One number alone answers this: the count of lines below in which the word "edges" is found.

Collected data entries
┄┄┄┄┄┄┄┄┄┄
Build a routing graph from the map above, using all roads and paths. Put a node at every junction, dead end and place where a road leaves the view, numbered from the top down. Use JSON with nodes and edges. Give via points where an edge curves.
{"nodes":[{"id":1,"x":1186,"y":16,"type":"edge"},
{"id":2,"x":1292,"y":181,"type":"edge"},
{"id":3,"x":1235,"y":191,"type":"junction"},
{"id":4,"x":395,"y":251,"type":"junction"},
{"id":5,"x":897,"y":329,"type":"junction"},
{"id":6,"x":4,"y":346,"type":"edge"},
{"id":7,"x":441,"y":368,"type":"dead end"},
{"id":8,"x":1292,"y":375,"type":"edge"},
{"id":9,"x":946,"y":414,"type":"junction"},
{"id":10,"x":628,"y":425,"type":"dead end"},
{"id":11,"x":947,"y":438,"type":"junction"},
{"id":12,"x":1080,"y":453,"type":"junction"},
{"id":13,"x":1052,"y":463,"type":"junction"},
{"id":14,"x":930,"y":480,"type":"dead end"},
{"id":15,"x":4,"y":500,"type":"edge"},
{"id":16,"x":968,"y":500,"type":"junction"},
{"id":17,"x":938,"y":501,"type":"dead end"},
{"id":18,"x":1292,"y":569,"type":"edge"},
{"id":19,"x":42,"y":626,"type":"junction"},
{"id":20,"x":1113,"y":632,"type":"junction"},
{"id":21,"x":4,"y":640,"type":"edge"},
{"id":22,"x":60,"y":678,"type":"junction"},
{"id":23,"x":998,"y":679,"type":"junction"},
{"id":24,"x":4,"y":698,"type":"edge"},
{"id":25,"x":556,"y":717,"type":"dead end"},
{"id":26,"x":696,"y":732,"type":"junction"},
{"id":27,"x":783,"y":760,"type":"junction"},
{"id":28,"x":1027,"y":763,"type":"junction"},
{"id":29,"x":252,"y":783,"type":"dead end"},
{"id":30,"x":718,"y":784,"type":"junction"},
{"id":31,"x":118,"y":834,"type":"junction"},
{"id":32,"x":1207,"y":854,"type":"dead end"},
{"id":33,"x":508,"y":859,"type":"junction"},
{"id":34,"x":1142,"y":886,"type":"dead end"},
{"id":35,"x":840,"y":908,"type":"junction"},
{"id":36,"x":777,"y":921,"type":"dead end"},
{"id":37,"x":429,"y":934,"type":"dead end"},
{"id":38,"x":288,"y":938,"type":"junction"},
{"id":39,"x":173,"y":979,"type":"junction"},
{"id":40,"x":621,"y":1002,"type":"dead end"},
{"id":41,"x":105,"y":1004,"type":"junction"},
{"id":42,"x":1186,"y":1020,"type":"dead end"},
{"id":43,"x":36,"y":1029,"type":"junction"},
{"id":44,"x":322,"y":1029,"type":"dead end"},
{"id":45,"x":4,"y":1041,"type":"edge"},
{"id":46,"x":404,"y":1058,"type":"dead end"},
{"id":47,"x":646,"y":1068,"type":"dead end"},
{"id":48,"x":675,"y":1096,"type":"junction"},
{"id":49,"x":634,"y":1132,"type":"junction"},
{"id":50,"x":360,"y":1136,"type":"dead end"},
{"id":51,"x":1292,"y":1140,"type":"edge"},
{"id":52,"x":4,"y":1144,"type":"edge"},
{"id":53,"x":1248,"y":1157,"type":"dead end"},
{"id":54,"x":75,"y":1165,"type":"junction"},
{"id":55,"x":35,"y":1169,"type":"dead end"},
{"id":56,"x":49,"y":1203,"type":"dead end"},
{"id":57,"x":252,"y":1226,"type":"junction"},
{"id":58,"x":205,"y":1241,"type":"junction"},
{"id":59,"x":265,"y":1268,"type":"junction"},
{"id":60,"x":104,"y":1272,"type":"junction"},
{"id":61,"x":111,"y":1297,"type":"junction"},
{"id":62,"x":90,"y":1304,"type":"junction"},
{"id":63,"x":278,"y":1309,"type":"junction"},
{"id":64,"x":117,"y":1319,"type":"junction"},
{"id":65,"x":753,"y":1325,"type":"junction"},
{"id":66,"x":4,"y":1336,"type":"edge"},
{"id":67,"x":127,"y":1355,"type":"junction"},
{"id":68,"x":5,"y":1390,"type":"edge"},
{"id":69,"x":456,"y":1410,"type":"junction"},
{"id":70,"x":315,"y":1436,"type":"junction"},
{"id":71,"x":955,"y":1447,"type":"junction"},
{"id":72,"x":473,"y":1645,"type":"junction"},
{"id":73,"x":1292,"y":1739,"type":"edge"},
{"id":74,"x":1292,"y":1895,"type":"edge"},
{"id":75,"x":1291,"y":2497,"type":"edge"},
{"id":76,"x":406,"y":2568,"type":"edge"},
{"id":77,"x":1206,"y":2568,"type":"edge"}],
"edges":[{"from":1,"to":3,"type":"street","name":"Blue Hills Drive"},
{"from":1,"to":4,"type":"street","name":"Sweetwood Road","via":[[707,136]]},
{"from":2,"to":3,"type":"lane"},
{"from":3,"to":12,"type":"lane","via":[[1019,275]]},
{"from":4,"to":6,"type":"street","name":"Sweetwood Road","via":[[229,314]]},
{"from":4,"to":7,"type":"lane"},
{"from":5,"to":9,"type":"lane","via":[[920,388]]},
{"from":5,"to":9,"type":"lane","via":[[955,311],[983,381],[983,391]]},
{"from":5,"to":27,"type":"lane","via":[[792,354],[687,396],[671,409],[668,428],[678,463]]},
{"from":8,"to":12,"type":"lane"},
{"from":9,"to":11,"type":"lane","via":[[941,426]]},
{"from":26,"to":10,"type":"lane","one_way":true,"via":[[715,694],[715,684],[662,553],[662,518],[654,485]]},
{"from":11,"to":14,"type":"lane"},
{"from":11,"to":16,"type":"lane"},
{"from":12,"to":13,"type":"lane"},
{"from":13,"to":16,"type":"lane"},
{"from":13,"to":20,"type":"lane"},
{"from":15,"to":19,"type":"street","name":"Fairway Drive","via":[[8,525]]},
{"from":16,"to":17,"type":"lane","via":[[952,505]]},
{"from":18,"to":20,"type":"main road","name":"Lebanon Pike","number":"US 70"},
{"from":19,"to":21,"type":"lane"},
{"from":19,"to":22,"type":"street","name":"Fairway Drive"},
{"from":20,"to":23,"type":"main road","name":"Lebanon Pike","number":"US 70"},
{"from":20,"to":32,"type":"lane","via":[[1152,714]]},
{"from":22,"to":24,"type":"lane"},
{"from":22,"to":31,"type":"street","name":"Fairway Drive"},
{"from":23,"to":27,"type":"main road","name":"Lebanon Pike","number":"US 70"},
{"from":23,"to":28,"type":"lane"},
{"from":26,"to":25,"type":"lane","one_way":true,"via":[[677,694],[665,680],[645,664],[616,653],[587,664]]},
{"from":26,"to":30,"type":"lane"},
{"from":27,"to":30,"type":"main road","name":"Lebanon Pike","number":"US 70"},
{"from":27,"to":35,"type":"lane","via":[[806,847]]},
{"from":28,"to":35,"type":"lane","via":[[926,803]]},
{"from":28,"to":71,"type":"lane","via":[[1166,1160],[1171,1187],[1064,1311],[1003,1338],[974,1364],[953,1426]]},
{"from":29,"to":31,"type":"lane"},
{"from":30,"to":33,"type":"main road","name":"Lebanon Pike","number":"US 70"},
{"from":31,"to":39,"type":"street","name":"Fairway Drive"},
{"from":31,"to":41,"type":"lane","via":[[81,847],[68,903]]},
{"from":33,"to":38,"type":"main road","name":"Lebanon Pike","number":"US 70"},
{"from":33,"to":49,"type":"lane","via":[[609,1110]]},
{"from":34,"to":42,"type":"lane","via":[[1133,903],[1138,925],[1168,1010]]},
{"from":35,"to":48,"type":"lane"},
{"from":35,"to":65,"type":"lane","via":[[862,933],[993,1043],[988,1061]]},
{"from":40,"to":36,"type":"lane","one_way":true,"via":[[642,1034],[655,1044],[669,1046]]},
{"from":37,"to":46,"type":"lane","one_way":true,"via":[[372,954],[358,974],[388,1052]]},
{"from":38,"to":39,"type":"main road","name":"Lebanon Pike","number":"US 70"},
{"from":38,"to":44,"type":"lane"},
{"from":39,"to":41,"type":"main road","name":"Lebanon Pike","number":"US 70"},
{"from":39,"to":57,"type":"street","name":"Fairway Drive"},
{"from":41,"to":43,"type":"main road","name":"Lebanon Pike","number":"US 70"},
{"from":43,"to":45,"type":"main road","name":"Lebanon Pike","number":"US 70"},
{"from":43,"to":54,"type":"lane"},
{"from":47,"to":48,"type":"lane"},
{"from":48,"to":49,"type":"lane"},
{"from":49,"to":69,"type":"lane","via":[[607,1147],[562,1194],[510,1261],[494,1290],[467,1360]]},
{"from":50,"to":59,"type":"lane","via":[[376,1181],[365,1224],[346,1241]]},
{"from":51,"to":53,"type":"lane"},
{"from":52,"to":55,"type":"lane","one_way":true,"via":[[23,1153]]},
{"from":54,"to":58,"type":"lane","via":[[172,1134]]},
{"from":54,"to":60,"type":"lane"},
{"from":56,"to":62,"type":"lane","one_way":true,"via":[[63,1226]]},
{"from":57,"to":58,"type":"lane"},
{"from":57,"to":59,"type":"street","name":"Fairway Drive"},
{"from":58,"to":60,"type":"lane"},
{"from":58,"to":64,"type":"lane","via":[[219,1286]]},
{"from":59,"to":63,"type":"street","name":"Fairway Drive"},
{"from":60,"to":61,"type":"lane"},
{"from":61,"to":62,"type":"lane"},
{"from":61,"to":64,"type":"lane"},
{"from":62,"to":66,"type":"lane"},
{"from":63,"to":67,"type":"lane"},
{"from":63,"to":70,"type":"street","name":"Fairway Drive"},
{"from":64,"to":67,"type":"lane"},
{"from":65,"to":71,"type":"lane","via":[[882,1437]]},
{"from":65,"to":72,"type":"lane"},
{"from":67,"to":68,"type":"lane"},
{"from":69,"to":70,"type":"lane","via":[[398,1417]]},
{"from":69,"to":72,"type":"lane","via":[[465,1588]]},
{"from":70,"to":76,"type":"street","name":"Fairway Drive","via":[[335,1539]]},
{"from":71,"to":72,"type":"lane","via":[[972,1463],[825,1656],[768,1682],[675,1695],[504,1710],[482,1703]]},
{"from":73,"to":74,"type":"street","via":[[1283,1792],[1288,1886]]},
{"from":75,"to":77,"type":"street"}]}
┄┄┄┄┄┄┄┄┄┄
■ **Response box**: 2